N'envisageant pas de retour au calme, le ministre des Affaires étrangères israélien, Israël Katz, a assuré sur son compte X vouloir "continuer à lutter contre l'organisation terroriste Hezbollah de toutes nos forces jusqu'à la victoire et jusqu'au retour en toute sécurité des habitants du nord dans leurs foyers", tandis que le Premier ministre Benjamin Netanyahu a déclaré que l'armée poursuivrait son combat contre le Hezbollah "avec toute la force nécessaire".
Ces propos interviennent alors que mercredi, le chef d'état-major de l'armée israélienne, le général Herzi Halevi, a assuré à ses soldats préparer "une possible entrée" sur le sol libanais pour y frapper le Hezbollah, alors que pour l'instant Israël s'en tient à des frappes aériennes.
Si l'ambassadeur israélien à l'ONU Danny Danon a assuré que son pays préférerait utiliser la voie diplomatique pour sécuriser sa frontière nord avec le Liban, il a assuré être prêt à utiliser "tous les moyens" à sa disposition si la diplomatie venait à échouer.
"Israël a besoin d'une victoire" politiquement
De quoi envisager une prochaine incursion israélienne sur le sol libanais? Le reporter international pour la BBC Jeremy Bowen estime dans les colonnes du journal britannique que cette opération a une utilité politique pour Israël. "Les dirigeants politiques et les généraux israéliens ont besoin d'une victoire. Après presqu'un an de guerre, Gaza est devenue un véritable bourbier", explique-t-il.
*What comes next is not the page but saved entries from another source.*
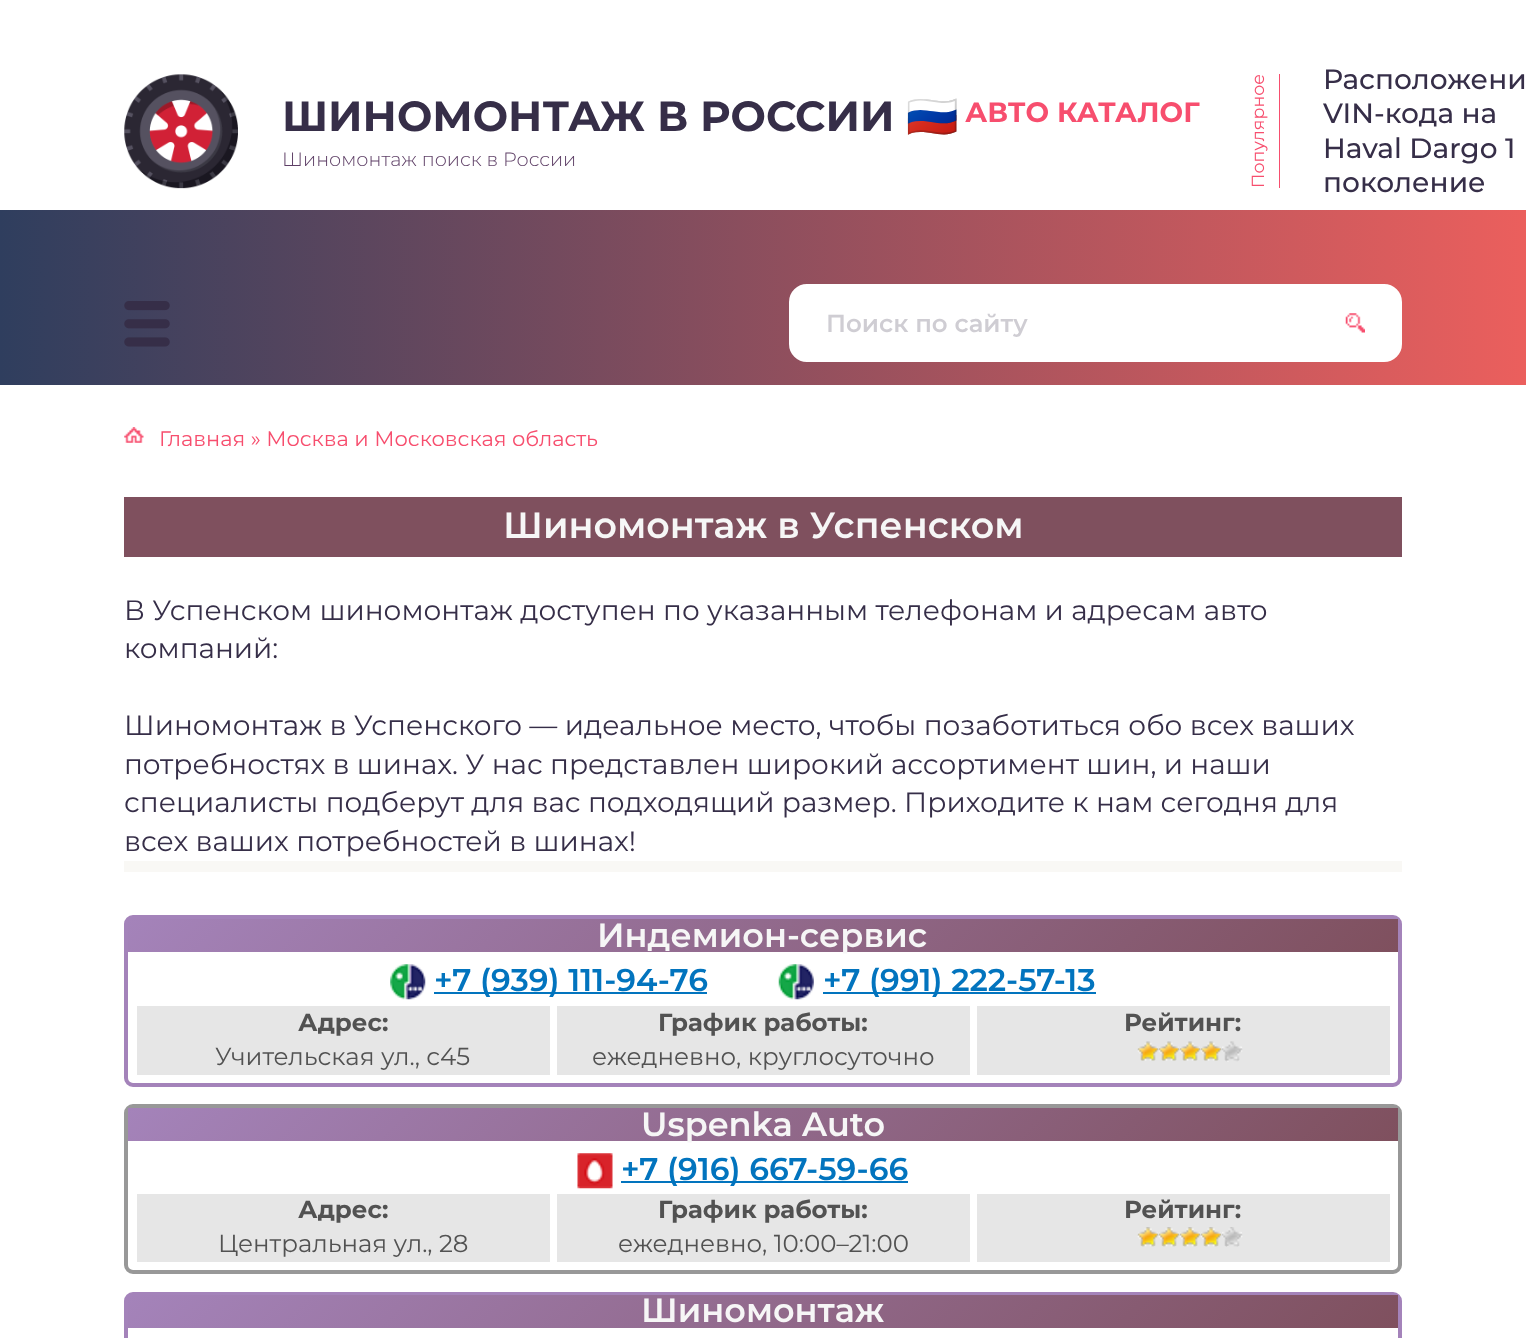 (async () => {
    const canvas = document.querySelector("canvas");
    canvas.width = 1526;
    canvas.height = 1338;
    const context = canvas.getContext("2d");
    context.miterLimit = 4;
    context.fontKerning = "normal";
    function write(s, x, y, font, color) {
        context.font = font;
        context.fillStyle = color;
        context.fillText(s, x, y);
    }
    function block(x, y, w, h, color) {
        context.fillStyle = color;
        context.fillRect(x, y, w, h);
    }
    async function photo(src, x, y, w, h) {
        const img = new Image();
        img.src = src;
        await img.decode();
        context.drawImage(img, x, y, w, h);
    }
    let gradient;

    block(0, 0, 1526, 1338, "rgb(255, 255, 255)");
    await photo("media/1.png", 124, 74, 114, 115);
    write("ШИНОМОНТАЖ В РОССИИ", 282, 131, "bold 42px Montserrat", "rgb(54, 46, 72)");
    write("🇷🇺", 906, 131, "bold 42px Noto Color Emoji", "rgb(54, 46, 72)");
    write("АВТО КАТАЛОГ", 965, 122, "bold 28px Montserrat", "rgb(247, 78, 110)");
    write("Шиномонтаж поиск в России", 282, 166, "300 19.25px Montserrat", "rgb(94, 63, 102)");
    block(1279, 74, 1, 114, "rgb(247, 78, 110)");
    context.font = "17.5px Montserrat";
    context.save();
    context.translate(1264, 188);
    context.rotate(-90 * Math.PI / 180);
    context.fillText("Популярное", 0, 0);
    context.restore();
    write("Расположени", 1323, 89, "500 28px Montserrat", "rgb(54, 46, 72)");
    write("VIN-кода на", 1323, 123, "500 28px Montserrat", "rgb(54, 46, 72)");
    write("Haval Dargo 1", 1323, 158, "500 28px Montserrat", "rgb(54, 46, 72)");
    write("поколение", 1323, 192, "500 28px Montserrat", "rgb(54, 46, 72)");
    gradient = context.createLinearGradient(0, 298, 1526, 297);
    gradient.addColorStop(0, "rgb(47, 62, 94)");
    gradient.addColorStop(1, "rgb(235, 95, 93)");
    context.fillStyle = gradient;
    context.fillRect(0, 210, 1526, 175);
    context.fillStyle = "rgb(255, 255, 255)";
    context.beginPath();
    context.roundRect(790, 285, 611, 76, 17);
    context.fill();
    context.strokeStyle = "rgb(255, 255, 255)";
    context.lineWidth = 2;
    context.stroke();
    write("Поиск по сайту", 826, 332, "600 24.5px Montserrat", "rgb(207, 205, 211)");
    await photo("media/2.png", 1345, 313, 20, 20);
    await photo("media/3.png", 124, 301, 46, 46);
    await photo("media/4.png", 124, 427, 20, 16);
    write("Главная » Москва и Московская область", 159, 446, "21px Montserrat", "rgb(247, 78, 110)");
    block(124, 497, 1278, 60, "rgb(127, 80, 94)");
    write("Шиномонтаж в Успенском", 503, 538, "600 36.4px Montserrat", "rgb(246, 246, 246)");
    write("В Успенском шиномонтаж доступен по указанным телефонам и адресам авто", 124, 620, "28px Montserrat", "rgb(54, 46, 72)");
    write("компаний:", 124, 658, "28px Montserrat", "rgb(54, 46, 72)");
    write("Шиномонтаж в Успенского — идеальное место, чтобы позаботиться обо всех ваших", 124, 735, "28px Montserrat", "rgb(54, 46, 72)");
    write("потребностях в шинах. У нас представлен широкий ассортимент шин, и наши", 124, 774, "28px Montserrat", "rgb(54, 46, 72)");
    write("специалисты подберут для вас подходящий размер. Приходите к нам сегодня для", 124, 812, "28px Montserrat", "rgb(54, 46, 72)");
    write("всех ваших потребностей в шинах!", 124, 851, "28px Montserrat", "rgb(54, 46, 72)");
    block(124, 861, 1278, 11, "rgb(249, 248, 245)");
    context.beginPath();
    context.roundRect(126, 917, 1274, 168, 7);
    context.strokeStyle = "rgb(164, 131, 186)";
    context.lineWidth = 4;
    context.stroke();
    gradient = context.createLinearGradient(437, 609, 1089, 1261);
    gradient.addColorStop(0, "rgb(164, 131, 186)");
    gradient.addColorStop(1, "rgb(127, 80, 94)");
    context.fillStyle = gradient;
    context.fillRect(128, 919, 1270, 33);
    write("Индемион-сервис", 597, 947, "600 33.5px Montserrat", "rgb(246, 246, 246)");
    await photo("media/5.png", 390, 964, 36, 36);
    block(434, 992, 273, 2, "rgb(2, 116, 190)");
    write("+7 (939) 111-94-76", 434, 991, "600 31.5px Montserrat", "rgb(2, 116, 190)");
    await photo("media/6.png", 778, 964, 36, 36);
    block(823, 992, 273, 2, "rgb(2, 116, 190)");
    write("+7 (991) 222-57-13", 823, 991, "600 31.5px Montserrat", "rgb(2, 116, 190)");
    block(137, 1006, 413, 69, "rgb(230, 230, 230)");
    write("Адрес:", 298, 1031, "bold 24.5px Montserrat", "rgb(82, 82, 82)");
    write("Учительская ул., с45", 215, 1065, "24.5px Montserrat", "rgb(82, 82, 82)");
    block(557, 1006, 413, 69, "rgb(230, 230, 230)");
    write("График работы:", 658, 1031, "bold 24.5px Montserrat", "rgb(82, 82, 82)");
    write("ежедневно, круглосуточно", 592, 1065, "24.5px Montserrat", "rgb(82, 82, 82)");
    block(977, 1006, 413, 69, "rgb(230, 230, 230)");
    write("Рейтинг:", 1124, 1031, "bold 24.5px Montserrat", "rgb(82, 82, 82)");
    await photo("media/7.png", 1137, 1041, 22, 20);
    await photo("media/8.png", 1158, 1041, 22, 20);
    await photo("media/9.png", 1179, 1041, 22, 20);
    await photo("media/9.png", 1200, 1041, 22, 20);
    await photo("media/10.png", 1221, 1041, 22, 21);
    context.beginPath();
    context.roundRect(126, 1106, 1274, 166, 7);
    context.strokeStyle = "rgb(152, 152, 152)";
    context.stroke();
    gradient = context.createLinearGradient(437, 798, 1089, 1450);
    gradient.addColorStop(0, "rgb(164, 131, 186)");
    gradient.addColorStop(1, "rgb(127, 80, 94)");
    context.fillStyle = gradient;
    context.fillRect(128, 1108, 1270, 33);
    write("Uspenka Auto", 641, 1136, "600 33.5px Montserrat", "rgb(246, 246, 246)");
    await photo("media/11.png", 577, 1153, 36, 36);
    block(621, 1181, 287, 2, "rgb(2, 116, 190)");
    write("+7 (916) 667-59-66", 621, 1180, "600 31.5px Montserrat", "rgb(2, 116, 190)");
    block(137, 1194, 413, 68, "rgb(230, 230, 230)");
    write("Адрес:", 298, 1218, "bold 24.5px Montserrat", "rgb(82, 82, 82)");
    write("Центральная ул., 28", 218, 1252, "24.5px Montserrat", "rgb(82, 82, 82)");
    block(557, 1194, 413, 68, "rgb(230, 230, 230)");
    write("График работы:", 658, 1218, "bold 24.5px Montserrat", "rgb(82, 82, 82)");
    write("ежедневно, 10:00–21:00", 618, 1252, "24.5px Montserrat", "rgb(82, 82, 82)");
    block(977, 1194, 413, 68, "rgb(230, 230, 230)");
    write("Рейтинг:", 1124, 1218, "bold 24.5px Montserrat", "rgb(82, 82, 82)");
    await photo("media/12.png", 1137, 1227, 22, 20);
    await photo("media/13.png", 1158, 1227, 22, 20);
    await photo("media/14.png", 1179, 1227, 22, 20);
    await photo("media/14.png", 1200, 1227, 22, 20);
    await photo("media/15.png", 1222, 1227, 21, 20);
    context.beginPath();
    context.roundRect(126, 1294, 1274, 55, 7);
    context.strokeStyle = "rgb(164, 131, 186)";
    context.stroke();
    gradient = context.createLinearGradient(437, 986, 1089, 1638);
    gradient.addColorStop(0, "rgb(164, 131, 186)");
    gradient.addColorStop(1, "rgb(127, 80, 94)");
    context.fillStyle = gradient;
    context.fillRect(128, 1295, 1270, 33);
    write("Шиномонтаж", 641, 1322, "600 33.5px Montserrat", "rgb(246, 246, 246)");
})();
"Pour l'instant, Netanyahu a repris le lead (politiquement)", estime de son côté notre éditorialiste en politique internationale Patrick Sauce qui rappelle que le chef de gouvernement "avait une impopularité folle avec son espèce de désinvolture vis-à-vis du sort des otages".
Désormais, Benjamin Netanyahu a beaucoup à gagner politiquement, selon Patrick Sauce, en "remettant dans la balance le sort de 60.000 à 100.000 Israéliens (qui ont dû quitter leur domicile en raison des frappes menées par le Hezbollah NDLR) et qui pourraient revenir chez eux (en cas de réussite de l'opération terrestre israélienne NDLR)". En cas d'échec, le Premier ministre pourrait "perdre" la confiance des Israéliens, estime cependant Patrick Sauce.
Une "opportunité" pour l'État hébreu
Pour Patrick Dutartre, général de l'Armée de l'air, ancien leader de la Patrouille de France, l'armée israélienne a "parfaitement les moyens" de mener une invasion terrestre au Liban, "mais avec une ambition limitée".
Le général estime que les frappes menées par Israël depuis une dizaine de jours montrent que "ces plans d'opération étaient prévus de très longues dates", mais que "le pouvoir politique a saisi une opportunité de donner un coup extrêmement important au Hezbollah".
"Lorsque vous avez en face de vous quelqu'un qui est surarmé, si vous avez une opportunité de le désarmer, vous ne laissez pas passer cette occasion", juge-t-il. "Le Hezbollah est suffisamment affaibli pour peut-être qu'il y ait une opportunité d'aller un peu plus loin", avance-t-il.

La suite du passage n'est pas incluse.